Zakira Arajiy is head of the plastic surgery unit at Baghdad’s Medical City Hospital, a complex of surgical specialty hospitals built beside the river Tigris. It overlooks one of the many palaces built for Saddam Hussein on the river’s banks. But since March, Arajiy has had no time to enjoy the view. Since the outbreak of the war Arajiy has taken only 3 days off–to be with his family during the bombings in the first days of the conflict–and has worked every day since, arriving at the hospital as the sun is rising, returning home late in the evening.
He has the pallor of a man who rarely sees daylight, the body of man who eats little, and eyes that sadly reflect the horrors he has seen. This is his third war. “I have worked though the Iran–Iraq war and the Gulf war but have seen nothing like this”, he says in an interview in his tiny cramped office outside one of the operating theatres. “The injuries are the result of different weapons that appear to be used, like cluster bombs. People arrive here torn to pieces, and we are seeing soft tissue injuries never seen before. We are normally a referral hospital, but during the war Al-Yarmouk General Hospital was bombed so we took over.
At one time we had 60 beds in the ground floor reception area and were dealing with 100 to 140 casualties a day, often operating on more than one patient at a time. ” “Now we are getting at least three to four patients a day injured by cluster bombs, most of them children. 60% of our work after the war is dealing with gunshot wounds and soft tissue loss. Last week we lost a child. He had very severe injuries and had lost both his eyes. His brain was coming out of his left eye. We had to work many hours on him, and he was unconscious for 10 days but then developed more complications, which we didn’t have the drugs to treat.

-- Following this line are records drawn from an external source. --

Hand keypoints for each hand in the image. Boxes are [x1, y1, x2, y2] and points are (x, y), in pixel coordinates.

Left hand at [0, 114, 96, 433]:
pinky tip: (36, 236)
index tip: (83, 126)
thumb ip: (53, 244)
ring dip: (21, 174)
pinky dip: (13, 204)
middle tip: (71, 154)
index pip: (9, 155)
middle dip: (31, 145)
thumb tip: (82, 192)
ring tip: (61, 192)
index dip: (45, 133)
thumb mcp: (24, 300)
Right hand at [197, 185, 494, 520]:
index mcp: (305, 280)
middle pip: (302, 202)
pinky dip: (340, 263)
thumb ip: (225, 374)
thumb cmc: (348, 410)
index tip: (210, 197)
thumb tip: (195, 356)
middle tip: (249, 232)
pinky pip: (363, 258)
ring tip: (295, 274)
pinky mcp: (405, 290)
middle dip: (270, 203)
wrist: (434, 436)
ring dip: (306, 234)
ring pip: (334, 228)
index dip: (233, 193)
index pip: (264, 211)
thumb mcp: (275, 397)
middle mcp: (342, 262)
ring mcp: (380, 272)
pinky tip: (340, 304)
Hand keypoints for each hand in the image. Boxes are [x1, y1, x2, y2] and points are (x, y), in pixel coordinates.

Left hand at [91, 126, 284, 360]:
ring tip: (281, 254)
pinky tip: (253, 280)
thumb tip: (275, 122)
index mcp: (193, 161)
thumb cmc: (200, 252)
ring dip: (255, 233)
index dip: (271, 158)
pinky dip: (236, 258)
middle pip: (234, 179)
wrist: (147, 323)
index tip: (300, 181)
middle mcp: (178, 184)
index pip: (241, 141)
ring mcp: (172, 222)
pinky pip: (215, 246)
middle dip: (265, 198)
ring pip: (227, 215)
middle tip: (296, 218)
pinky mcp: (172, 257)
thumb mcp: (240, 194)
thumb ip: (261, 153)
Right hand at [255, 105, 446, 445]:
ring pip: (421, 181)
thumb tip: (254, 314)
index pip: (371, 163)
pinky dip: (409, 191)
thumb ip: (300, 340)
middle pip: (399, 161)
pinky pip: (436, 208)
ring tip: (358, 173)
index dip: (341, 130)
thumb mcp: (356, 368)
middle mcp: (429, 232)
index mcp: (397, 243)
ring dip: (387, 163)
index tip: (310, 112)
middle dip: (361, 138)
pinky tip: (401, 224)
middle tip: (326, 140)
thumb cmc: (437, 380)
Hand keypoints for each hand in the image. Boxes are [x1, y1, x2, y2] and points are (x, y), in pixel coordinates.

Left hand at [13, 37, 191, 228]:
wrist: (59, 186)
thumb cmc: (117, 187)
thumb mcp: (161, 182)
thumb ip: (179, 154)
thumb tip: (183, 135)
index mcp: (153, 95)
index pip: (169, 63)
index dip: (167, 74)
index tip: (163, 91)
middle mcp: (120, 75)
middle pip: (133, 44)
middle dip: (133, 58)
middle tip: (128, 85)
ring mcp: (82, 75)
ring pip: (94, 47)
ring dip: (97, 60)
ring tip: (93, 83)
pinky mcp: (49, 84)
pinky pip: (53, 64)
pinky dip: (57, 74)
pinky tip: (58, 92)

His family is devastated. ” There is a tense pause as the lights flicker and the hospital generator takes over after yet another power cut. “Under the conditions we operate in you have to make compromises. We give primary treatment and then defer secondary treatment. A burns patient or amputee needing a graft, for example, is likely to wait for a long time. Some go home and don’t bother to come back. ” As well as working long hours, medical staff throughout Iraq have had to deal with their own personal tragedies. Arajiy’s nephew was blown to pieces by a cluster bomb outside his home while playing with three friends.

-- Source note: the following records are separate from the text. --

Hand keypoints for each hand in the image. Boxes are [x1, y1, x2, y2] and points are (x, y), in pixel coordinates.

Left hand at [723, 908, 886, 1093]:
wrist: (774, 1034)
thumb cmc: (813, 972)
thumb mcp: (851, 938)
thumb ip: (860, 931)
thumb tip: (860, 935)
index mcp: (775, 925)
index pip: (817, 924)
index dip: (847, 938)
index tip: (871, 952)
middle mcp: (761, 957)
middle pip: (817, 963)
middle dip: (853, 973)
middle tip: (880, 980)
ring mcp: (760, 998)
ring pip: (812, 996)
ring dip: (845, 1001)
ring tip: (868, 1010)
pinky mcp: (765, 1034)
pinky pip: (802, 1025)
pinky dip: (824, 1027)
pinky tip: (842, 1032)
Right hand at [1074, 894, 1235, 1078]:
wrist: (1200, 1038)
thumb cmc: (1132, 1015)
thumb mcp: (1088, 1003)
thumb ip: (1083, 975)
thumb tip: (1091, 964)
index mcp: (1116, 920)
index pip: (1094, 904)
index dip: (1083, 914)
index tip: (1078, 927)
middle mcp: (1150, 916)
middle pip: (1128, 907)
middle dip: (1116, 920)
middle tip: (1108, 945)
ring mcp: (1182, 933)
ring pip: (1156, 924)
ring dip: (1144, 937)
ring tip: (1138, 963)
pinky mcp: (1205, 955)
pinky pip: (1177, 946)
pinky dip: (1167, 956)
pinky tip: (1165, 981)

“It’s difficult to suppress your own feelings of anxiety and depression. We are human beings too”, Arajiy says in his perfect English. “I am not happy at all. The tragedies I have seen are too high a price to pay for this so-called freedom of Iraq. ” Out-of-date practices The Iraqi health system is in “chaos”, says Bushra al-Rubeyi, who recently completed a 5-week fact-finding tour for the UK Royal College of Paediatricians and Child Health. The tour, which included visits to 10 hospitals, took the Iraqi-born paediatrician who now practises at Queen Elizabeth Hospital, London, to all 18 provinces of the country.
“I saw a lot of congenital heart disease which should have been treated years ago. One child aged about 4 years had hydrocephalus and had not been operated on after her birth. Consequently her head was huge. Drugs that have been superseded here are still being used. For example, asthmatics are still being treated with outdated medicines. As a doctor I felt helpless, and as an Iraqi I feel angry. ” Before UN sanctions were implemented in 1990, Iraq had one of the most sophisticated and efficient health systems in the Middle East with a national budget of US$450 million.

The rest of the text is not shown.